Just remember, if you post this publicly you need to have permission from the artists/photographers, and never ever post something that’s not yours without crediting properly.

4. Dress up dolls.

Make your own characters and scenes using flash dress up dolls! I know it sounds crazy, but you wouldn’t believe how addictive (and therapeutic?) this is. This is a good exercise to really visualize your character. You might know what color her hair is, but do you know what type of face shape she has, or if her eyebrows are arched, or if she prefers gold or silver shoes?

Bonus: A fun activity is to take your character out of her/his setting/time period and try dressing them in a completely different fashion. Do you know what your fantasy character would look like if she showed up in the 1920’s?
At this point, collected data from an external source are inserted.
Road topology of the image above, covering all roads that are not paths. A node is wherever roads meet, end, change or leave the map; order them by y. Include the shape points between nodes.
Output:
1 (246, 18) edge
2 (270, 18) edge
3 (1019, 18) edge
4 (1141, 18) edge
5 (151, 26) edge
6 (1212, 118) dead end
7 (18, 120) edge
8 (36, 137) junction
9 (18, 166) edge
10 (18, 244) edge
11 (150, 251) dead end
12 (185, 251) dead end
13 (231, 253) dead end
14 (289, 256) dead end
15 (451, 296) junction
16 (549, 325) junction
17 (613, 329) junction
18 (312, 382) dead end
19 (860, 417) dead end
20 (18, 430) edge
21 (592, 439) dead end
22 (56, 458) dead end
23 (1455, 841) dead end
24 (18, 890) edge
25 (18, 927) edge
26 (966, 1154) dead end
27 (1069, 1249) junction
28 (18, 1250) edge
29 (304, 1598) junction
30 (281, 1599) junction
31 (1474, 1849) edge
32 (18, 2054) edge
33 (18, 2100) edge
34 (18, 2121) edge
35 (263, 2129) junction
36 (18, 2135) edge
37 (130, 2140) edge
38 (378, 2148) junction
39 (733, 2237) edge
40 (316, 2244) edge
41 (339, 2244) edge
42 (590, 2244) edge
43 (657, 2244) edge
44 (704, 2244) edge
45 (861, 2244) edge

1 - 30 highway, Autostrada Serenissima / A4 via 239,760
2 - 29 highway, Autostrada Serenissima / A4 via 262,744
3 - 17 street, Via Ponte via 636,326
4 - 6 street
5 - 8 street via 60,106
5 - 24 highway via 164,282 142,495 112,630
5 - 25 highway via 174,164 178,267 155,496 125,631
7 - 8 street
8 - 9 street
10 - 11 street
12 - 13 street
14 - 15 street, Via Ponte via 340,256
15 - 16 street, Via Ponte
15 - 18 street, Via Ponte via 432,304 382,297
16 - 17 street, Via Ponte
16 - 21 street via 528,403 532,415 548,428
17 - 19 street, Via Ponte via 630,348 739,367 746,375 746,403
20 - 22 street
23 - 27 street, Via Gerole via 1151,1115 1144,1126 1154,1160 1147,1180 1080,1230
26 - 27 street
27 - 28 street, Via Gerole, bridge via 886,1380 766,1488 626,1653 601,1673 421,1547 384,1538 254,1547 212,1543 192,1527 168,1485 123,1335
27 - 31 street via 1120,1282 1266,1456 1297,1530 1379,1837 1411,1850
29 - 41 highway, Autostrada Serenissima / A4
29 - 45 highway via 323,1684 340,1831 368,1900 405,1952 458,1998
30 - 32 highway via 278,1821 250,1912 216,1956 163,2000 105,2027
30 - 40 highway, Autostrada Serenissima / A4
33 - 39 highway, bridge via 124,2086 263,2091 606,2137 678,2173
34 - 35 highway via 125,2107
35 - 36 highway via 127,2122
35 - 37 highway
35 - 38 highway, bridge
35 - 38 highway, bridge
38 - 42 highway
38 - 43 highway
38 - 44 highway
Some personal favorites, all found on Doll Divine: The Tudors , Game of Thrones , Hobbit, Viking , RPG Heroine , and Sari Maker.

5. Commission an artist.

Do you lack all artistic skill? Do you want to see your character without putting a whole lot of time into it? Then commission an artist! Everyone knows artists are starving and occasionally emerge from their caves to beg for pennies. (Disclaimer: This is a stereotype, and I am told artists actually aren’t all beggars and many have access to showers, thank goodness.)

There’s a whole huge range in commissioning types and prices. DeviantArt is a good place to look for open commissions, and often you can find something in your price range (even if you’re a starving artist, too).

A few of my personal favorites: ~Kalyith, Lostie815, Blue-Ten, and Jununy.

(Pictured at the top of the post: Commission of my main character by Lostie815.)